• [TASK PROMPT] Leave the pictures out and give every entry again exactly.
*** Opening of EXTRACTED RECORDS ***
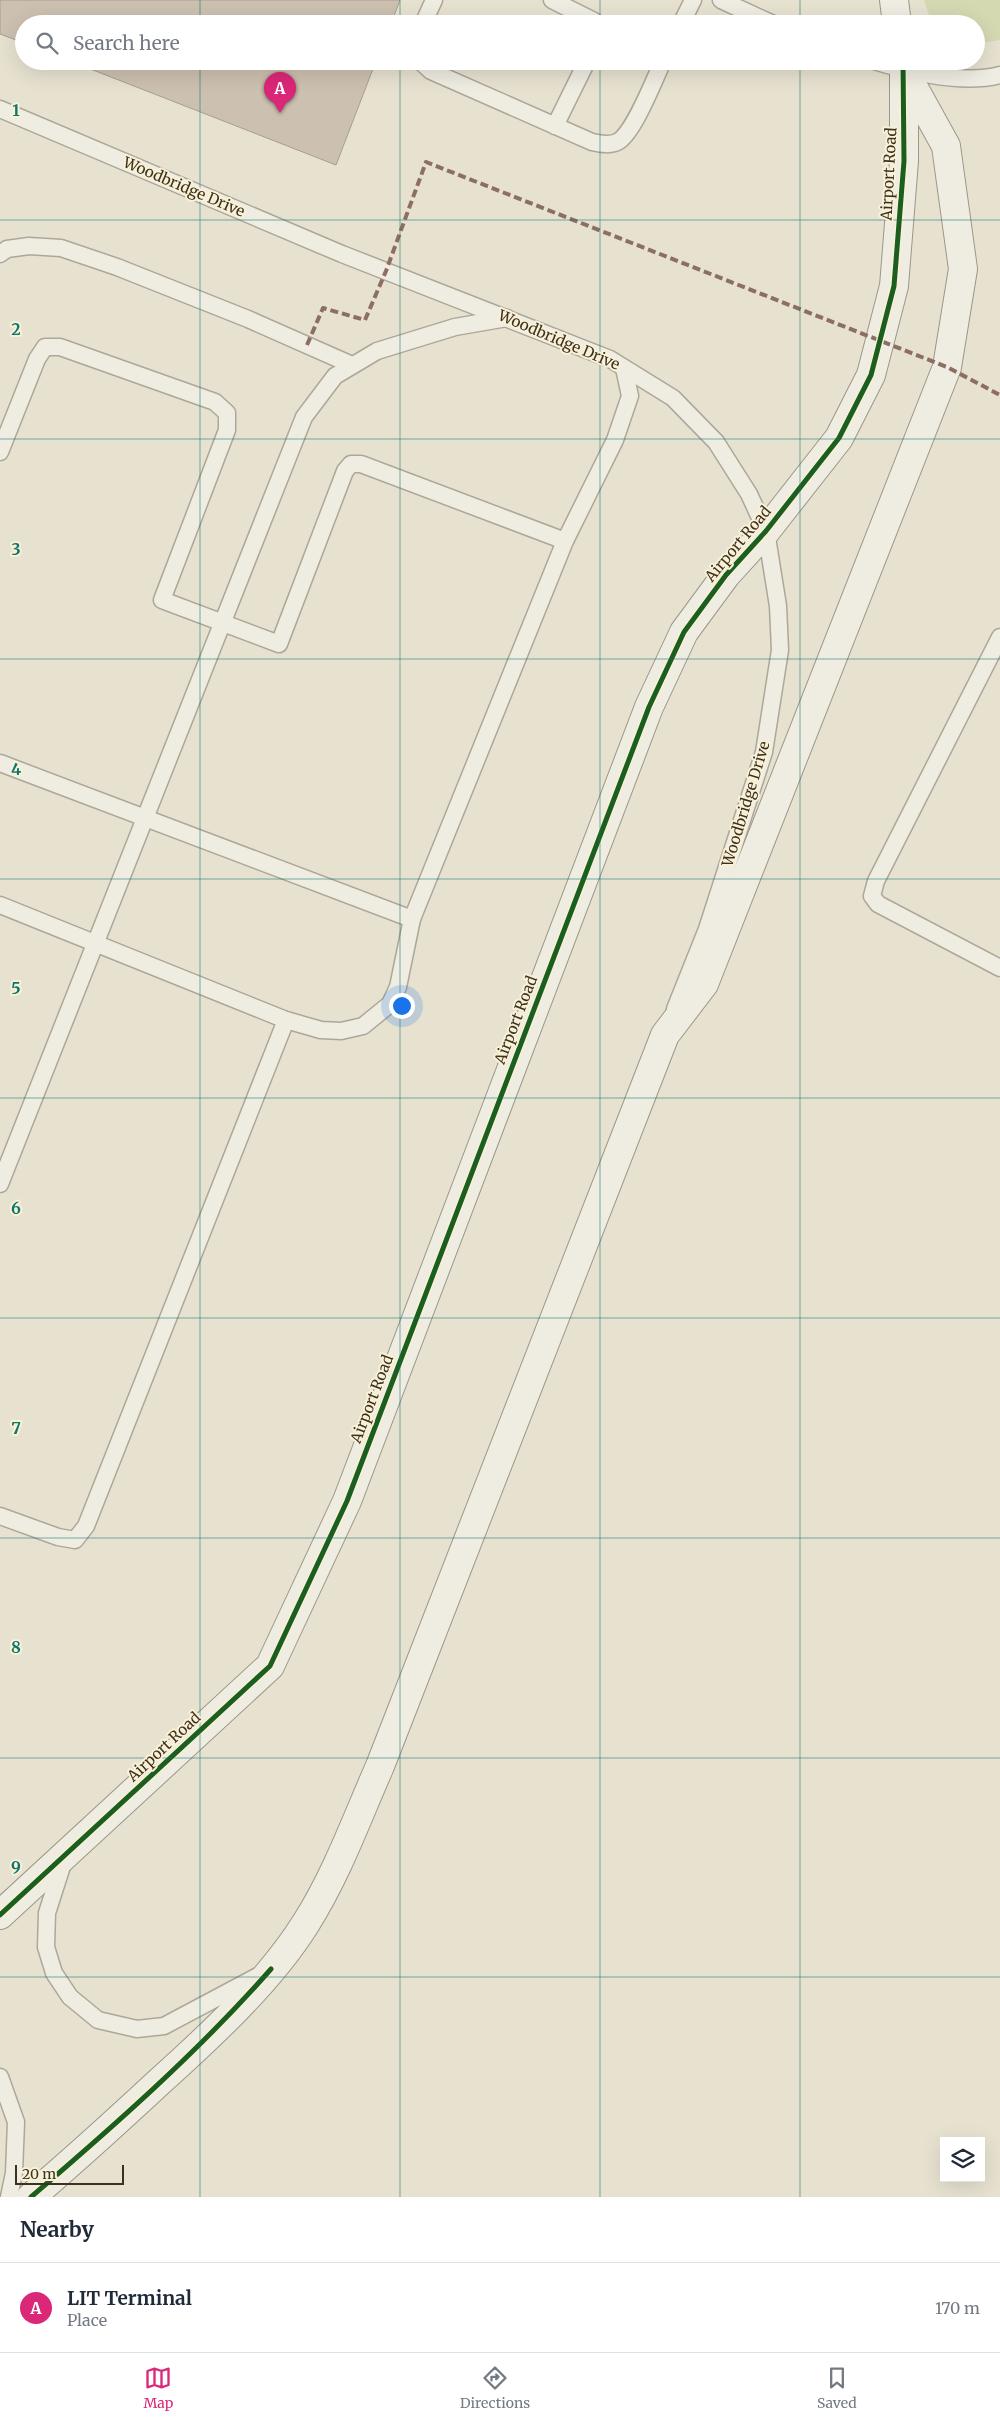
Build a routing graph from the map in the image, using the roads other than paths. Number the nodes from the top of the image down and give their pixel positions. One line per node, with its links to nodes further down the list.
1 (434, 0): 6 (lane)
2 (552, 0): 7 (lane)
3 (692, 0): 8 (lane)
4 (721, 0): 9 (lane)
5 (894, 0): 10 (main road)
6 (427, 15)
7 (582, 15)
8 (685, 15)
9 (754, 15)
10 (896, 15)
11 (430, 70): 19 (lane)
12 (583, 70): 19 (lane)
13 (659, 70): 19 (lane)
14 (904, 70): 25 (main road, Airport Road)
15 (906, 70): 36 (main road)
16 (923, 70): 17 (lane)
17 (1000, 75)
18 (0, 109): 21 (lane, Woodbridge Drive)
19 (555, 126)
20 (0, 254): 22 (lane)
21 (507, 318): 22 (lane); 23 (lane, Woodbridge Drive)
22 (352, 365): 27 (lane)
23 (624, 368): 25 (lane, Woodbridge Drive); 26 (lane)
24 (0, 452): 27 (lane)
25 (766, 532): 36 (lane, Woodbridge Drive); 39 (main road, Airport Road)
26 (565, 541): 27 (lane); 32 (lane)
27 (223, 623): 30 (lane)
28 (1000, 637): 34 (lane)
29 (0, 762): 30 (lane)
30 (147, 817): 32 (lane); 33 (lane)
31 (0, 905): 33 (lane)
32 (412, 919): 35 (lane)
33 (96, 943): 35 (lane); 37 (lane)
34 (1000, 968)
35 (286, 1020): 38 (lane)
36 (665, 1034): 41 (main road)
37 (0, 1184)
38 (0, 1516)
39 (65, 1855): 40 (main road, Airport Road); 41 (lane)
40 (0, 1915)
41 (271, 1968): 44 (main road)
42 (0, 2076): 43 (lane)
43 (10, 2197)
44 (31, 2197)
*** Close of EXTRACTED RECORDS ***
• [RESULT OF THE EXERCISE]
Build a routing graph from the map in the image, using the roads other than paths. Number the nodes from the top of the image down and give their pixel positions. One line per node, with its links to nodes further down the list.
1 (434, 0): 6 (lane)
2 (552, 0): 7 (lane)
3 (692, 0): 8 (lane)
4 (721, 0): 9 (lane)
5 (894, 0): 10 (main road)
6 (427, 15)
7 (582, 15)
8 (685, 15)
9 (754, 15)
10 (896, 15)
11 (430, 70): 19 (lane)
12 (583, 70): 19 (lane)
13 (659, 70): 19 (lane)
14 (904, 70): 25 (main road, Airport Road)
15 (906, 70): 36 (main road)
16 (923, 70): 17 (lane)
17 (1000, 75)
18 (0, 109): 21 (lane, Woodbridge Drive)
19 (555, 126)
20 (0, 254): 22 (lane)
21 (507, 318): 22 (lane); 23 (lane, Woodbridge Drive)
22 (352, 365): 27 (lane)
23 (624, 368): 25 (lane, Woodbridge Drive); 26 (lane)
24 (0, 452): 27 (lane)
25 (766, 532): 36 (lane, Woodbridge Drive); 39 (main road, Airport Road)
26 (565, 541): 27 (lane); 32 (lane)
27 (223, 623): 30 (lane)
28 (1000, 637): 34 (lane)
29 (0, 762): 30 (lane)
30 (147, 817): 32 (lane); 33 (lane)
31 (0, 905): 33 (lane)
32 (412, 919): 35 (lane)
33 (96, 943): 35 (lane); 37 (lane)
34 (1000, 968)
35 (286, 1020): 38 (lane)
36 (665, 1034): 41 (main road)
37 (0, 1184)
38 (0, 1516)
39 (65, 1855): 40 (main road, Airport Road); 41 (lane)
40 (0, 1915)
41 (271, 1968): 44 (main road)
42 (0, 2076): 43 (lane)
43 (10, 2197)
44 (31, 2197)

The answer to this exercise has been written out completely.